%matplotlib notebook
import math
import numpy as np
import matplotlib.pyplot as plt
from mpl_toolkits.mplot3d import Axes3D

1 Some Monte Carlo integration examples

This notebook shows some examples of Monte Carlo integration which we’ll look at in class. Some are 1D integrals on the unit integral; others are 2D integrals on the unit hemisphere, which lead directly to algorithms we use for illumination.

If you are looking at the HTML export of this notebook, the source file is here: monte-carlo.ipynb and you can download it and run it in Jupyter Notebook if you have it. (If you’d like to get it, installing Anaconda is a quick way.)

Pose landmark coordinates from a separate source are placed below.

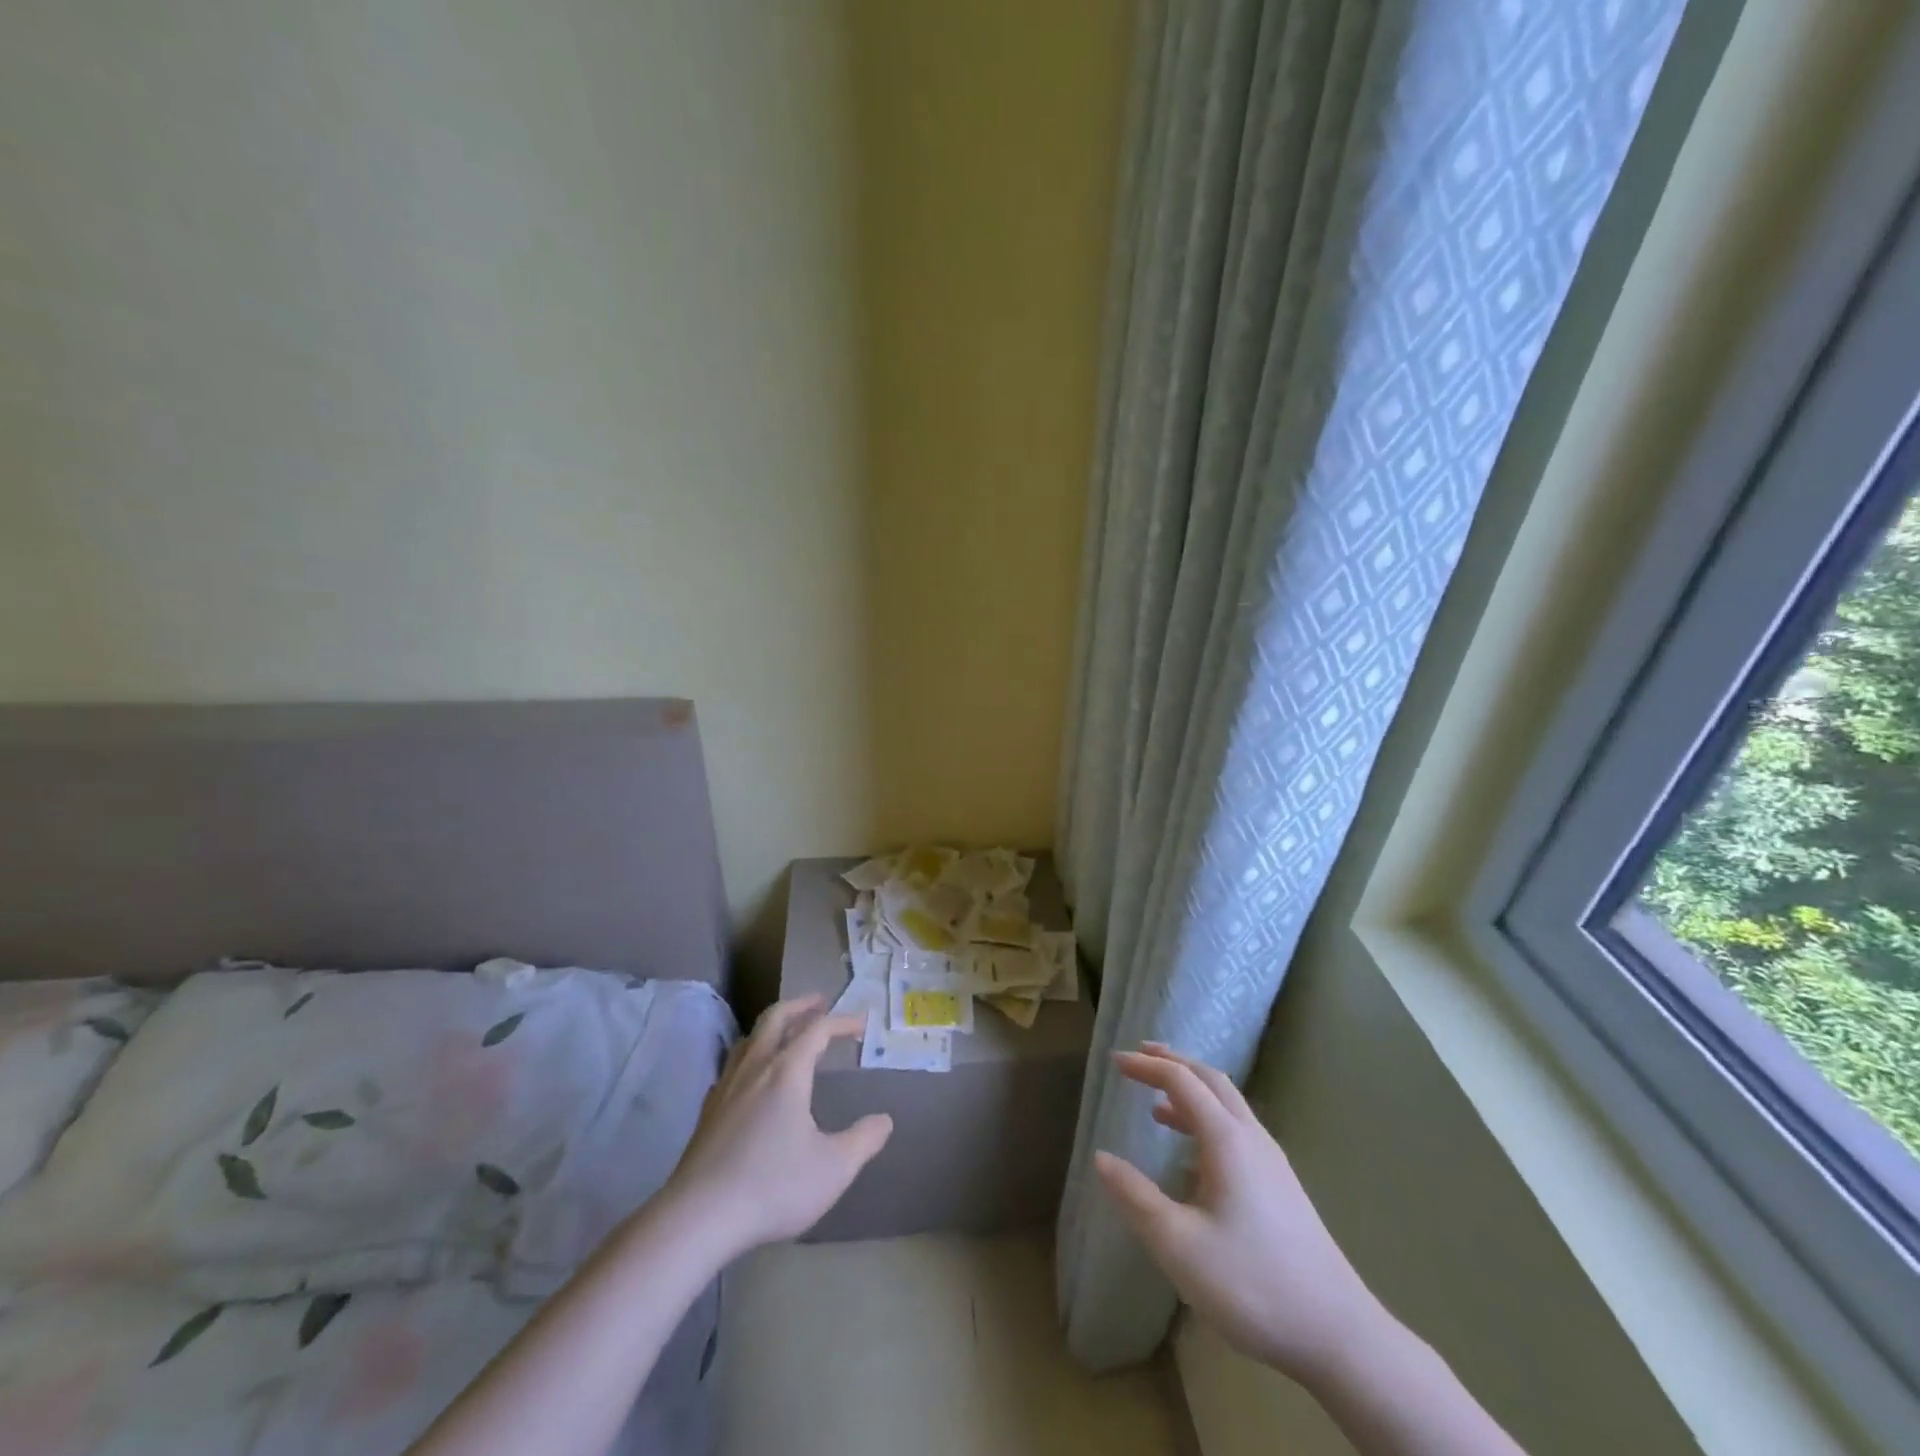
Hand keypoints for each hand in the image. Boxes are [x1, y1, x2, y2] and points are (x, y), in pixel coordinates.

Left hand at [661, 996, 892, 1262]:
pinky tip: (753, 1078)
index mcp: (787, 1072)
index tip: (862, 1025)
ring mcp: (726, 1087)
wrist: (698, 1218)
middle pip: (776, 1018)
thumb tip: (884, 1121)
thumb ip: (863, 1141)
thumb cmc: (772, 1186)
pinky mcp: (708, 1112)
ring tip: (787, 1033)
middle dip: (800, 1005)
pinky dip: (751, 1056)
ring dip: (772, 1026)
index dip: (842, 1022)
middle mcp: (755, 1068)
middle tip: (820, 1002)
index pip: (817, 1029)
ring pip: (750, 1039)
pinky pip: (732, 1066)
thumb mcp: (833, 1169)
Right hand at [1094, 1044, 1384, 1386]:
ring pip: (1228, 1106)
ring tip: (1157, 1104)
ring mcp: (1272, 1162)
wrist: (1339, 1336)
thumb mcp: (1179, 1245)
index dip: (1146, 1066)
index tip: (1115, 1061)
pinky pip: (1237, 1131)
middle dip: (1173, 1063)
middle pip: (1211, 1080)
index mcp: (1227, 1139)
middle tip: (1140, 1057)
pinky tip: (1193, 1158)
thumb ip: (1136, 1197)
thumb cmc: (1252, 1284)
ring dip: (1191, 1092)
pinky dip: (1207, 1121)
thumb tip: (1100, 1157)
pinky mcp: (1281, 1187)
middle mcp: (1251, 1138)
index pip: (1181, 1081)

1.1 Sampling and integration in 1D

Here is a function I might like to integrate.

def f(x):
    return 1 - np.sqrt(1 - x**4)
plt.figure()
xs = np.linspace(0, 1, 501)
plt.plot(xs, f(xs));
<IPython.core.display.Javascript object>

The integral of this function doesn’t have a closed form. Wolfram Alpha can integrate it in terms of the Elliptic Integral and gives the approximate value 0.125981 for the integral from 0 to 1.

The simplest Monte Carlo approach is to use uniform samples over the desired integration interval.

def estimate_simple(f, N):
    """Integrate f from 0 to 1 using N uniform random samples."""
    xs = np.random.random_sample(N)
    return np.mean(f(xs))

I can try this estimator with different numbers of samples to see how the accuracy improves:

estimate_simple(f, 10000000) - 0.125981
-4.7454293878868015e-06

I’m going to package this up in a “sampling strategy” that has the function, the code to generate samples, and the pdf of the samples, organized into a standard 3-method interface.

strategy1 = {
    'eval': lambda x: 1 - np.sqrt(1 - x**4),
    'sample': lambda xi: xi,
    'pdf': lambda x: np.ones(x.shape)
}
def estimate(strategy, N):
    """Integrate a function using N independent samples drawn from a provided pdf."""
    xis = np.random.random_sample(N)
    xs = strategy['sample'](xis)
    return np.mean(strategy['eval'](xs) / strategy['pdf'](xs))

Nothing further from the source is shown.